Exercise prompt >> A faithful transcript of every entry is required; pictures do not belong in it.

Listed records >>

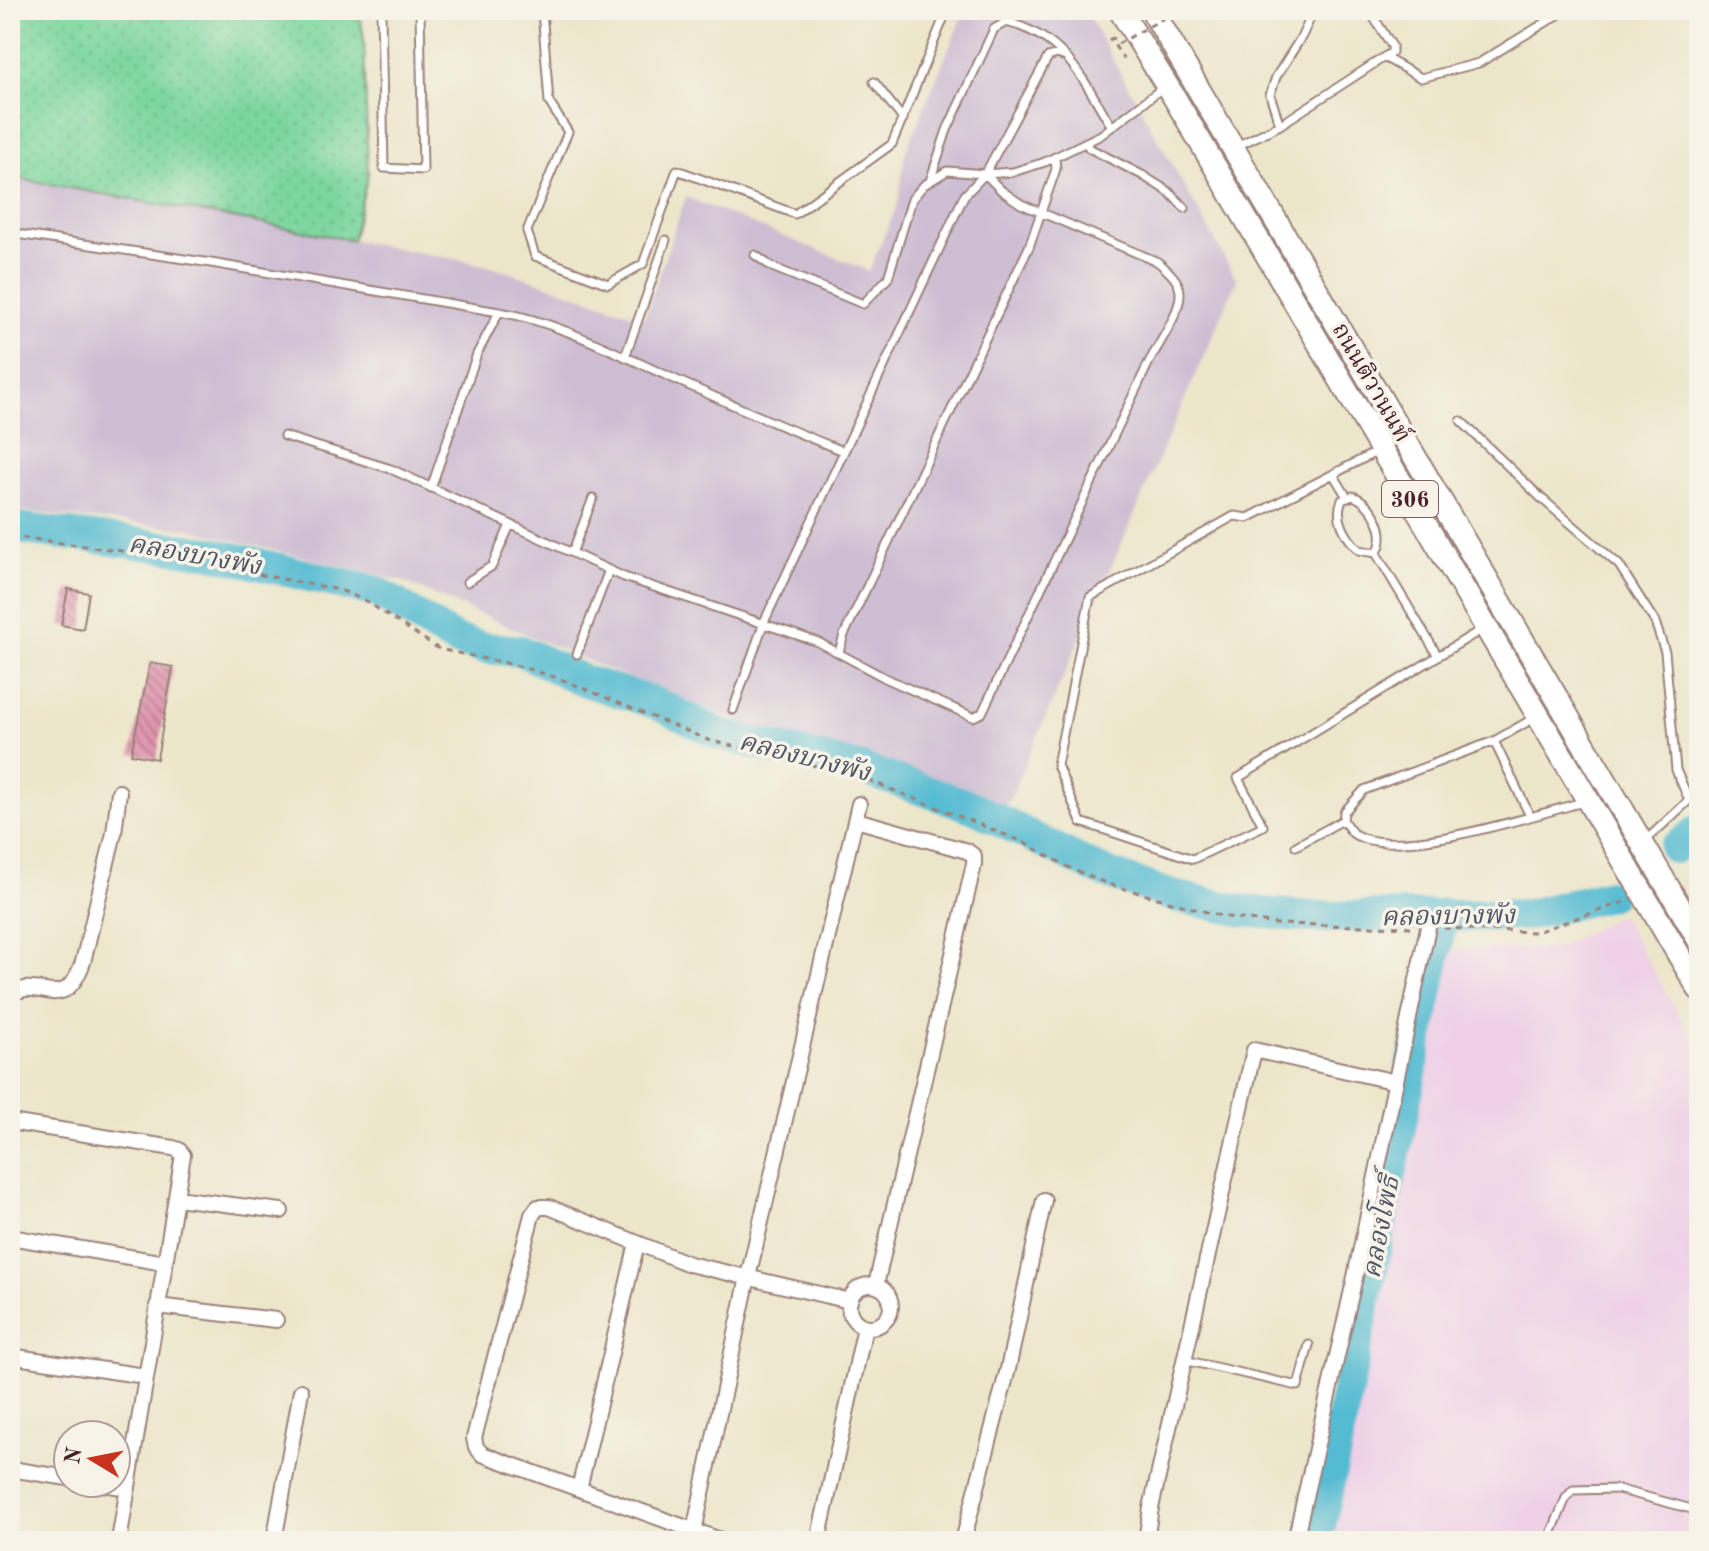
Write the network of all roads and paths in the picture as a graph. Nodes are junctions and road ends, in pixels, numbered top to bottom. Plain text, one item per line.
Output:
1 (381, 10) edge
2 (420, 10) edge
3 (542, 10) edge
4 (947, 10) edge
5 (1120, 10) edge
6 (1314, 10) edge
7 (1369, 10) edge
8 (1566, 10) edge
9 (1162, 12) edge
10 (1066, 57) junction
11 (1384, 57) junction
12 (1124, 59) dead end
13 (874, 82) dead end
14 (1197, 86) junction
15 (1170, 91) junction
16 (903, 119) junction
17 (1280, 125) junction
18 (1112, 127) junction
19 (1086, 142) junction
20 (1233, 148) junction
21 (1055, 157) junction
22 (985, 174) junction
23 (930, 181) junction
24 (1185, 208) dead end
25 (1040, 214) junction
26 (10, 233) edge
27 (666, 240) dead end
28 (755, 255) dead end
29 (499, 312) junction
30 (625, 357) junction
31 (1461, 421) dead end
32 (284, 436) dead end
33 (1381, 449) junction
34 (843, 451) junction
35 (1333, 474) junction
36 (431, 488) junction
37 (1347, 497) junction
38 (593, 498) dead end
39 (510, 525) junction
40 (10, 536) edge
41 (572, 553) junction
42 (1376, 553) junction
43 (609, 570) junction
44 (467, 582) dead end
45 (764, 622) junction
46 (1485, 627) junction
47 (839, 652) junction
48 (577, 654) dead end
49 (1438, 656) junction
50 (733, 710) dead end
51 (1538, 716) junction
52 (1494, 741) junction
53 (1699, 791) edge
54 (119, 792) dead end
55 (1588, 800) junction
56 (1689, 800) junction
57 (859, 804) dead end
58 (1530, 816) junction
59 (856, 820) junction
60 (1343, 820) junction
61 (1642, 843) junction
62 (1296, 846) dead end
63 (1642, 892) junction
64 (1428, 927) joint
65 (1452, 928) dead end
66 (1699, 940) edge
67 (1699, 989) edge
68 (10, 996) edge
69 (1396, 1082) junction
70 (10, 1122) edge
71 (176, 1198) junction
72 (1044, 1200) dead end
73 (281, 1211) dead end
74 (10, 1237) edge
75 (637, 1243) junction
76 (165, 1263) junction
77 (748, 1277) junction
78 (876, 1285) junction
79 (850, 1301) junction
80 (157, 1306) junction
81 (276, 1320) dead end
82 (865, 1327) junction
83 (1309, 1345) dead end
84 (10, 1356) edge
85 (1184, 1360) junction
86 (145, 1376) junction
87 (301, 1391) dead end
88 (132, 1462) edge
89 (10, 1469) edge
90 (52, 1476) edge
91 (579, 1489) junction
92 (126, 1499) edge
93 (1699, 1511) edge
94 (694, 1531) junction
95 (119, 1541) edge
96 (274, 1541) edge
97 (723, 1541) edge
98 (818, 1541) edge
99 (963, 1541) edge
100 (1146, 1541) edge
101 (1295, 1541) edge
102 (1548, 1541) edge

1 - 2 lane
3 - 16 lane
4 - 16 lane
5 - 15 main road, ถนนติวานนท์ / 306
6 - 17 lane
7 - 11 lane
8 - 11 lane
9 - 12 path, bridge
9 - 14 main road, ถนนติวานนท์ / 306
10 - 18 lane
10 - 22 lane
10 - 23 lane
11 - 17 lane
13 - 16 lane
14 - 15 main road
14 - 20 main road, ถนนติวานนท์ / 306
15 - 18 lane
15 - 33 main road, ถนนติวานนท์ / 306
17 - 20 lane
18 - 19 lane
19 - 21 lane
19 - 24 lane
20 - 61 main road, ถนนติวานนท์ / 306
21 - 22 lane
21 - 25 lane
22 - 23 lane
22 - 25 lane
22 - 34 lane
23 - 28 lane
25 - 47 lane
25 - 47 lane
26 - 29 lane
27 - 30 lane
29 - 30 lane
29 - 36 lane
30 - 34 lane
31 - 56 lane
32 - 36 lane
33 - 35 lane
33 - 46 main road, ถนนติวานนท์ / 306
34 - 45 lane
35 - 37 lane
35 - 49 lane
36 - 39 lane
37 - 42 lane
37 - 42 lane
38 - 41 lane
39 - 41 lane
39 - 44 lane
40 - 64 path
41 - 43 lane
42 - 49 lane
43 - 45 lane
43 - 48 lane
45 - 47 lane
45 - 50 lane
46 - 49 lane
46 - 51 main road, ถนนติวานนท์ / 306
51 - 52 lane
51 - 55 main road, ถนนติวานนท์ / 306
52 - 58 lane
52 - 60 lane
53 - 56 lane
54 - 68 street
55 - 58 lane
55 - 63 main road, ถนนติวานนท์ / 306
56 - 61 lane
57 - 59 street
58 - 60 lane
59 - 77 street
59 - 78 street
60 - 62 lane
61 - 66 main road, ถนนติวานนท์ / 306
63 - 65 path
63 - 67 main road, ถนนติวานนท์ / 306
64 - 69 street
69 - 85 street
69 - 101 street
70 - 71 street
71 - 73 street
71 - 76 street
72 - 99 street
74 - 76 street
75 - 77 street
75 - 91 street
75 - 91 street
76 - 80 street
77 - 79 street
77 - 94 street
78 - 79 street
78 - 82 street
79 - 82 street
80 - 81 street
80 - 86 street
82 - 98 street
83 - 85 lane
84 - 86 street
85 - 100 street
86 - 88 street
87 - 96 street
89 - 90 street
91 - 94 street
92 - 95 street
93 - 102 lane
94 - 97 street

Solution for this task >>
Write the network of all roads and paths in the picture as a graph. Nodes are junctions and road ends, in pixels, numbered top to bottom. Plain text, one item per line.
Output:
1 (381, 10) edge
2 (420, 10) edge
3 (542, 10) edge
4 (947, 10) edge
5 (1120, 10) edge
6 (1314, 10) edge
7 (1369, 10) edge
8 (1566, 10) edge
9 (1162, 12) edge
10 (1066, 57) junction
11 (1384, 57) junction
12 (1124, 59) dead end
13 (874, 82) dead end
14 (1197, 86) junction
15 (1170, 91) junction
16 (903, 119) junction
17 (1280, 125) junction
18 (1112, 127) junction
19 (1086, 142) junction
20 (1233, 148) junction
21 (1055, 157) junction
22 (985, 174) junction
23 (930, 181) junction
24 (1185, 208) dead end
25 (1040, 214) junction
26 (10, 233) edge
27 (666, 240) dead end
28 (755, 255) dead end
29 (499, 312) junction
30 (625, 357) junction
31 (1461, 421) dead end
32 (284, 436) dead end
33 (1381, 449) junction
34 (843, 451) junction
35 (1333, 474) junction
36 (431, 488) junction
37 (1347, 497) junction
38 (593, 498) dead end
39 (510, 525) junction
40 (10, 536) edge
41 (572, 553) junction
42 (1376, 553) junction
43 (609, 570) junction
44 (467, 582) dead end
45 (764, 622) junction
46 (1485, 627) junction
47 (839, 652) junction
48 (577, 654) dead end
49 (1438, 656) junction
50 (733, 710) dead end
51 (1538, 716) junction
52 (1494, 741) junction
53 (1699, 791) edge
54 (119, 792) dead end
55 (1588, 800) junction
56 (1689, 800) junction
57 (859, 804) dead end
58 (1530, 816) junction
59 (856, 820) junction
60 (1343, 820) junction
61 (1642, 843) junction
62 (1296, 846) dead end
63 (1642, 892) junction
64 (1428, 927) joint
65 (1452, 928) dead end
66 (1699, 940) edge
67 (1699, 989) edge
68 (10, 996) edge
69 (1396, 1082) junction
70 (10, 1122) edge
71 (176, 1198) junction
72 (1044, 1200) dead end
73 (281, 1211) dead end
74 (10, 1237) edge
75 (637, 1243) junction
76 (165, 1263) junction
77 (748, 1277) junction
78 (876, 1285) junction
79 (850, 1301) junction
80 (157, 1306) junction
81 (276, 1320) dead end
82 (865, 1327) junction
83 (1309, 1345) dead end
84 (10, 1356) edge
85 (1184, 1360) junction
86 (145, 1376) junction
87 (301, 1391) dead end
88 (132, 1462) edge
89 (10, 1469) edge
90 (52, 1476) edge
91 (579, 1489) junction
92 (126, 1499) edge
93 (1699, 1511) edge
94 (694, 1531) junction
95 (119, 1541) edge
96 (274, 1541) edge
97 (723, 1541) edge
98 (818, 1541) edge
99 (963, 1541) edge
100 (1146, 1541) edge
101 (1295, 1541) edge
102 (1548, 1541) edge

1 - 2 lane
3 - 16 lane
4 - 16 lane
5 - 15 main road, ถนนติวานนท์ / 306
6 - 17 lane
7 - 11 lane
8 - 11 lane
9 - 12 path, bridge
9 - 14 main road, ถนนติวานนท์ / 306
10 - 18 lane
10 - 22 lane
10 - 23 lane
11 - 17 lane
13 - 16 lane
14 - 15 main road
14 - 20 main road, ถนนติวานนท์ / 306
15 - 18 lane
15 - 33 main road, ถนนติวานนท์ / 306
17 - 20 lane
18 - 19 lane
19 - 21 lane
19 - 24 lane
20 - 61 main road, ถนนติวานนท์ / 306
21 - 22 lane
21 - 25 lane
22 - 23 lane
22 - 25 lane
22 - 34 lane
23 - 28 lane
25 - 47 lane
25 - 47 lane
26 - 29 lane
27 - 30 lane
29 - 30 lane
29 - 36 lane
30 - 34 lane
31 - 56 lane
32 - 36 lane
33 - 35 lane
33 - 46 main road, ถนนติวานนท์ / 306
34 - 45 lane
35 - 37 lane
35 - 49 lane
36 - 39 lane
37 - 42 lane
37 - 42 lane
38 - 41 lane
39 - 41 lane
39 - 44 lane
40 - 64 path
41 - 43 lane
42 - 49 lane
43 - 45 lane
43 - 48 lane
45 - 47 lane
45 - 50 lane
46 - 49 lane
46 - 51 main road, ถนนติวานนท์ / 306
51 - 52 lane
51 - 55 main road, ถนนติวานนท์ / 306
52 - 58 lane
52 - 60 lane
53 - 56 lane
54 - 68 street
55 - 58 lane
55 - 63 main road, ถนนติวานนท์ / 306
56 - 61 lane
57 - 59 street
58 - 60 lane
59 - 77 street
59 - 78 street
60 - 62 lane
61 - 66 main road, ถนนติวานนท์ / 306
63 - 65 path
63 - 67 main road, ถนนติวานนท์ / 306
64 - 69 street
69 - 85 street
69 - 101 street
70 - 71 street
71 - 73 street
71 - 76 street
72 - 99 street
74 - 76 street
75 - 77 street
75 - 91 street
75 - 91 street
76 - 80 street
77 - 79 street
77 - 94 street
78 - 79 street
78 - 82 street
79 - 82 street
80 - 81 street
80 - 86 street
82 - 98 street
83 - 85 lane
84 - 86 street
85 - 100 street
86 - 88 street
87 - 96 street
89 - 90 street
91 - 94 street
92 - 95 street
93 - 102 lane
94 - 97 street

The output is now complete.